Wikileaks Posts Documents Allegedly Hacked From CIA Director's Private E-Mail Account

CIA Criticizes Posting of Hacked Documents

The CIA says none of the posted documents are classified and calls the hacking of the Brennan family account a crime where “the private electronic holdings of the Brennan family were plundered with malicious intent and are now being distributed across the web.”

Earlier this week sources told ABC News that a personal AOL email account associated with Brennan had been hacked and that it contained personally identifiable information.

“Over the coming days WikiLeaks is releasing documents from one of CIA chief John Brennan's non-government email accounts,” said a brief statement on the website. “Brennan used the account occasionally for several intelligence related projects.”

A spokesman for the CIA said the attack on Brennan "is something that could happen to anyone and should be condemned, not promoted.”

It was not clear how Wikileaks got the documents.

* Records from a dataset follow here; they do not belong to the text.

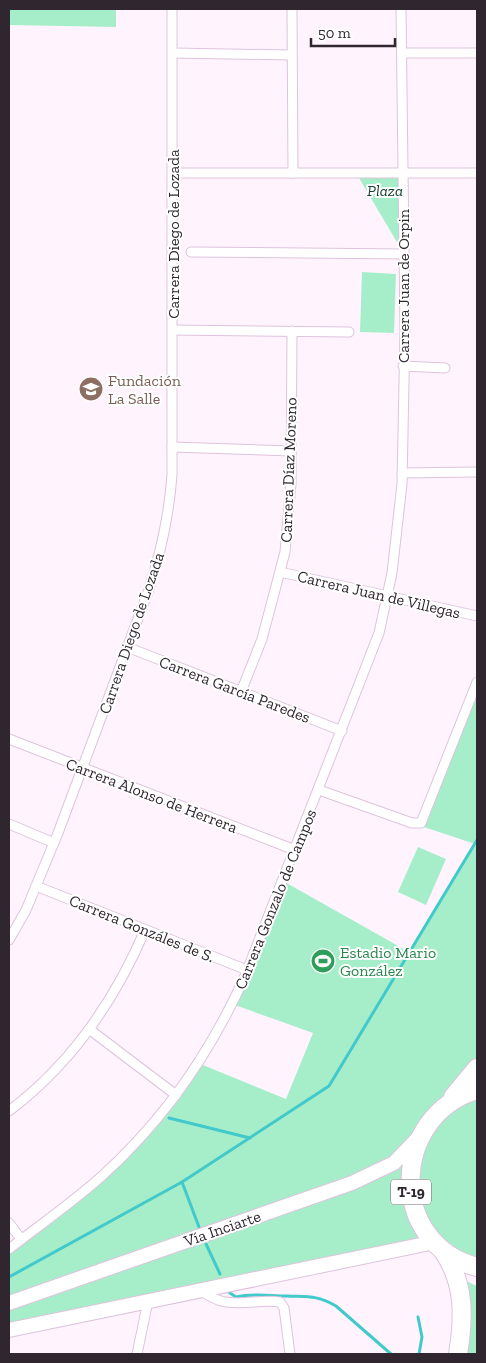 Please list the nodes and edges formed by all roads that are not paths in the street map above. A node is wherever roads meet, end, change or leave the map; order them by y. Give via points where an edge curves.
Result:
1 (172, 9) edge
2 (292, 9) edge
3 (401, 9) edge
4 (173, 53) junction
5 (402, 53) junction
6 (477, 53) edge
7 (292, 54) junction
8 (173, 173) junction
9 (293, 173) junction
10 (402, 173) junction
11 (477, 173) edge
12 (191, 252) dead end
13 (404, 254) junction
14 (173, 330) junction
15 (292, 331) junction
16 (349, 332) dead end
17 (403, 366) junction
18 (446, 368) dead end
19 (172, 447) junction
20 (291, 451) junction
21 (477, 472) edge
22 (402, 473) junction
23 (280, 572) junction
24 (388, 597) junction
25 (477, 616) edge
26 (128, 647) junction
27 (477, 682) edge
28 (241, 692) junction
29 (342, 731) junction
30 (9, 739) edge
31 (83, 768) junction
32 (319, 790) junction
33 (9, 824) edge
34 (54, 843) junction
35 (295, 850) junction
36 (36, 886) junction
37 (145, 930) junction
38 (9, 940) edge
39 (247, 970) junction
40 (89, 1029) junction
41 (477, 1068) edge
42 (477, 1090) edge
43 (176, 1095) junction
44 (9, 1112) edge
45 (438, 1112) junction
46 (423, 1132) junction
47 (9, 1223) edge
48 (21, 1239) junction
49 (438, 1244) junction
50 (9, 1249) edge
51 (477, 1267) edge
52 (198, 1290) junction
53 (148, 1301) junction
54 (9, 1303) edge
55 (9, 1330) edge
56 (137, 1354) edge
57 (290, 1354) edge
58 (458, 1354) edge

1 - 4 street, Carrera Diego de Lozada
2 - 7 street
3 - 5 street, Carrera Juan de Orpin
4 - 7 street
4 - 8 street, Carrera Diego de Lozada
5 - 6 street
5 - 10 street, Carrera Juan de Orpin
7 - 9 street
8 - 9 street
8 - 14 street, Carrera Diego de Lozada
9 - 10 street
10 - 11 street
10 - 13 street, Carrera Juan de Orpin
12 - 13 street
13 - 17 street, Carrera Juan de Orpin
14 - 15 street
14 - 19 street, Carrera Diego de Lozada
15 - 16 street
15 - 20 street, Carrera Díaz Moreno
17 - 18 street
17 - 22 street, Carrera Juan de Orpin
19 - 20 street
19 - 26 street, Carrera Diego de Lozada via 165,534
20 - 23 street, Carrera Díaz Moreno via 288,526
21 - 22 street
22 - 24 street, Carrera Gonzalo de Campos via 398,540
23 - 24 street, Carrera Juan de Villegas
23 - 28 street, Carrera Díaz Moreno via 262,639
24 - 25 street, Carrera Juan de Villegas
24 - 29 street, Carrera Gonzalo de Campos via 375,646
26 - 28 street, Carrera García Paredes
26 - 31 street, Carrera Diego de Lozada
27 - 32 street via 420,823
28 - 29 street, Carrera García Paredes
29 - 32 street, Carrera Gonzalo de Campos
30 - 31 street, Carrera Alonso de Herrera
31 - 34 street, Carrera Diego de Lozada
31 - 35 street, Carrera Alonso de Herrera
32 - 35 street, Carrera Gonzalo de Campos
33 - 34 street
34 - 36 street, Carrera Diego de Lozada
35 - 39 street, Carrera Gonzalo de Campos
36 - 37 street, Carrera Gonzáles de S.
36 - 38 street, Carrera Diego de Lozada
37 - 39 street, Carrera Gonzáles de S.
37 - 40 street via 126,972
39 - 43 street, Carrera Gonzalo de Campos via 216,1035
40 - 43 street
40 - 44 street via 46,1079
41 - 45 highway, T-19
42 - 45 highway, T-19 via 459,1097
43 - 48 street, Carrera Gonzalo de Campos via 150,1128 112,1166
45 - 46 highway, T-19
46 - 49 highway, T-19 via 411,1167 411,1192 418,1216
46 - 54 street, Vía Inciarte via 394,1162 352,1183
47 - 48 street
48 - 50 street, Carrera Gonzalo de Campos
49 - 51 highway, T-19 via 460,1261
49 - 52 street
49 - 58 highway, T-19 via 449,1260 460,1288 462,1317
52 - 53 street
52 - 57 street via 221,1301 280,1302 284,1308
53 - 55 street
53 - 56 street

Among the six documents posted by Wikileaks is a draft of a national security clearance form that requires the applicant to provide personal information.

Other documents include a response from the CIA’s General Counsel to an appeal about a government contract made by a company Brennan headed while out of government service.

There was also a draft of a position paper on challenges facing the U.S. Intelligence Community post 9/11 and another document making recommendations for how a future president should deal with Iran.

Brennan had been a CIA analyst for 25 years before retiring in 2005, when he started his own security consulting firm. In 2008 he became a foreign policy adviser to the Obama campaign and the presidential transition.

In 2009 he became President Obama’s chief counterterrorism adviser, a position he held until early 2013 when he was nominated to become CIA Director.